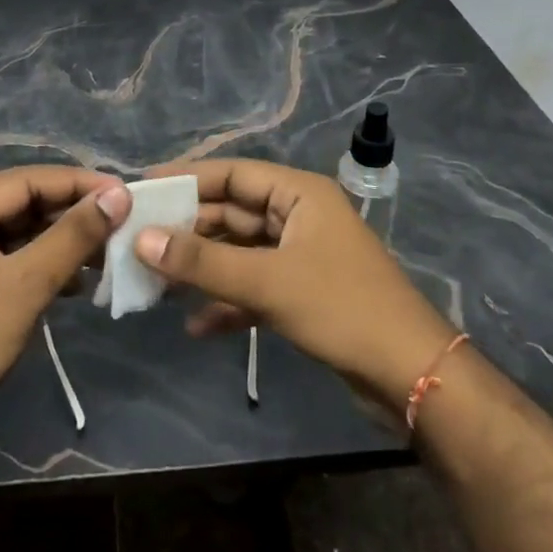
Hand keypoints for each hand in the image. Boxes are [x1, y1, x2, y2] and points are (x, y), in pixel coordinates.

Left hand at [0, 166, 128, 458]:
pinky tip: (77, 281)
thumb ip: (73, 235)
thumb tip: (119, 195)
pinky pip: (10, 253)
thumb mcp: (27, 285)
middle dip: (73, 213)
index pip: (29, 179)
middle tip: (123, 223)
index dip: (80, 184)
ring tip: (108, 252)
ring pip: (20, 228)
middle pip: (24, 201)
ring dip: (63, 240)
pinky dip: (43, 262)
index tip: (127, 194)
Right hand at [134, 159, 457, 408]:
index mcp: (298, 194)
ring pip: (239, 253)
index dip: (187, 178)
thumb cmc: (342, 308)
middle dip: (188, 230)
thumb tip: (141, 240)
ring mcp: (300, 257)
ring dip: (202, 268)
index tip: (143, 188)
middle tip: (138, 241)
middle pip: (232, 214)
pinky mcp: (302, 295)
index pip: (233, 174)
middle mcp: (298, 217)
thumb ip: (203, 262)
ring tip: (155, 282)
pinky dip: (226, 302)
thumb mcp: (268, 282)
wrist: (414, 377)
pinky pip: (253, 287)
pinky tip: (195, 325)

→ **ASSIGNMENT**: Copy the listing exactly but drop its images.

→ **TASK OUTPUT**:
Hand keypoints for each hand in the image. Boxes are [x1, y1, x2, y2] and points are (x, y), in pixel coordinates.

Left hand at [0, 166, 128, 458]:
pinky tip: (77, 281)
thumb ip: (73, 235)
thumb tip: (119, 195)
pinky pip: (10, 253)
thumb mcp: (27, 285)
middle dip: (73, 213)
index pip: (29, 179)
middle tip: (123, 223)
index dip: (80, 184)
ring tip: (108, 252)
ring pip: (20, 228)
middle pip: (24, 201)
ring dip: (63, 240)
pinky dip: (43, 262)
index tip: (127, 194)
Right hand at [134, 159, 457, 408]:
index mcp: (298, 194)
ring pip: (239, 253)
index dip: (187, 178)
thumb cmc: (342, 308)
middle dip: (188, 230)
thumb tip: (141, 240)
ring mcp: (300, 257)
ring dip: (202, 268)
index tip: (143, 188)
middle tip: (138, 241)
middle pip: (232, 214)
pinky mcp: (302, 295)
index pip: (233, 174)
middle mcp: (298, 217)
thumb ip: (203, 262)
ring tip: (155, 282)
pinky dip: (226, 302)
thumb mcp: (268, 282)
wrist: (414, 377)
pinky pip: (253, 287)
pinky tip: (195, 325)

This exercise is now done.